PROBLEM DESCRIPTION:
Exactly the lines from the line containing "ring dip: (183, 167)" through the last line of the entries below should appear in the answer, reproduced verbatim.

DATA EXTRACT:
____

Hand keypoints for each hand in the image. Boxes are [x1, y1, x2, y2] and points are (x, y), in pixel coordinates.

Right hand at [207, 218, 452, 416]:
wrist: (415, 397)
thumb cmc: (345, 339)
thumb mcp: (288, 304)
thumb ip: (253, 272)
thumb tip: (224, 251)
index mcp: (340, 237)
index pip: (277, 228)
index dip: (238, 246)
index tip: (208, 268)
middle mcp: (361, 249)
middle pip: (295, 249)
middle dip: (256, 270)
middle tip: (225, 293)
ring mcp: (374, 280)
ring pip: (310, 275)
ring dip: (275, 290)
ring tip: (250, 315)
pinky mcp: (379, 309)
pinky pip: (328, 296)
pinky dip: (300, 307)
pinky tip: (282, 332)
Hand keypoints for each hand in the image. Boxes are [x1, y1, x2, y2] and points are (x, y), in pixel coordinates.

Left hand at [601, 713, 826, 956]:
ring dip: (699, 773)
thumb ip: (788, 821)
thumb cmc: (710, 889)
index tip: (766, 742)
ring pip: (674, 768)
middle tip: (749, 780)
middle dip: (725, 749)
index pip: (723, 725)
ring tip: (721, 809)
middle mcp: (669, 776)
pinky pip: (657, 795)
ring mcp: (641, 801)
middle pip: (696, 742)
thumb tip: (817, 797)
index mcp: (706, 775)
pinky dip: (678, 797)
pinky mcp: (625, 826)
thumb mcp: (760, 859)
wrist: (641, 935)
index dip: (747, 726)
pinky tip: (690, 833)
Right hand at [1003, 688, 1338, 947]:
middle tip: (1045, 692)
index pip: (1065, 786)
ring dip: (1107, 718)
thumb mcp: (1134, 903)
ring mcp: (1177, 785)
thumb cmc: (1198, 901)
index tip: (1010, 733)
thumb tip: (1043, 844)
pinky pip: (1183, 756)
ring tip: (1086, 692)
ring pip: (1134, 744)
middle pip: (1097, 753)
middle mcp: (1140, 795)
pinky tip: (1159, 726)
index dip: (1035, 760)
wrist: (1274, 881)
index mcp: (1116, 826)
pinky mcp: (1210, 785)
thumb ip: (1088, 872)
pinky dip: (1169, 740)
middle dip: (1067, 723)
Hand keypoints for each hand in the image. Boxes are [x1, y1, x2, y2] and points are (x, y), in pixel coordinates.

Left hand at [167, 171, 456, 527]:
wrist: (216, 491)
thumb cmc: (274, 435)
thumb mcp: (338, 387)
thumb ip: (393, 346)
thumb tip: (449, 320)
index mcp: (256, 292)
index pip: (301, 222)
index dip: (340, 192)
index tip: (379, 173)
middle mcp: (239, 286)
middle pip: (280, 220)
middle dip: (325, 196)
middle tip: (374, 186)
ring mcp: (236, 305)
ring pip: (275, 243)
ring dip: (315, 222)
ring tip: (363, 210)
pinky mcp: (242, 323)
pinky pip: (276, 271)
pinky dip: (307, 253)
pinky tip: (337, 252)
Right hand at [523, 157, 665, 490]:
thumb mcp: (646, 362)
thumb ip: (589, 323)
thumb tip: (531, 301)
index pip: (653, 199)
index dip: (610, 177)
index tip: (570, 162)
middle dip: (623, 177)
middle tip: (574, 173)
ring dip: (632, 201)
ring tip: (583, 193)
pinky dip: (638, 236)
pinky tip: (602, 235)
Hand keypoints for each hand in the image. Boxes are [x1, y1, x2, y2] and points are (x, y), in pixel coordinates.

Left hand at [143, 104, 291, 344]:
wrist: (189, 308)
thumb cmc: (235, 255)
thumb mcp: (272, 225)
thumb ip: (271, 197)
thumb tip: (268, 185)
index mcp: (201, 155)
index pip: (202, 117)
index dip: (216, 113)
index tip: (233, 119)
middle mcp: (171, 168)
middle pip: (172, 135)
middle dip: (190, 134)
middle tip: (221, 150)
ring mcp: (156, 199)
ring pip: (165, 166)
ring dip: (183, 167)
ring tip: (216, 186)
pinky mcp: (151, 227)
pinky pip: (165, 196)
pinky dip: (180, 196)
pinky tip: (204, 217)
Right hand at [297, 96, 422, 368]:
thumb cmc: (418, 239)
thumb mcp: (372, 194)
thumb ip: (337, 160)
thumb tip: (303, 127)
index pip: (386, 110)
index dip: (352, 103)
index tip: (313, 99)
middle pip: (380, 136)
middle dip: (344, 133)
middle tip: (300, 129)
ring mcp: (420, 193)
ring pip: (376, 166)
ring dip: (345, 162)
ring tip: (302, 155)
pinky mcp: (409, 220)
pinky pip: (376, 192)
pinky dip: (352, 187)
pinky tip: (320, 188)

____

EXERCISE SOLUTION:
ring dip: (183, 167)
ring tip: (216, 186)
pinky mcp: (151, 227)
pinky pip: (165, 196)
pinky dip: (180, 196)
pinky tip: (204, 217)
Right hand at [297, 96, 422, 368]:
thumb cmc: (418, 239)
thumb mcp: (372, 194)
thumb ip: (337, 160)
thumb tip: (303, 127)
index pip: (386, 110)
index dip: (352, 103)
index tip: (313, 99)
middle pip: (380, 136)
middle dip: (344, 133)
middle tip: (300, 129)
ring mcp: (420, 193)
ring pip: (376, 166)
ring dip: (345, 162)
ring tip: (302, 155)
pinky mcp: (409, 220)
pinky pip: (376, 192)
pinky dip: (352, 187)
pinky tip: (320, 188)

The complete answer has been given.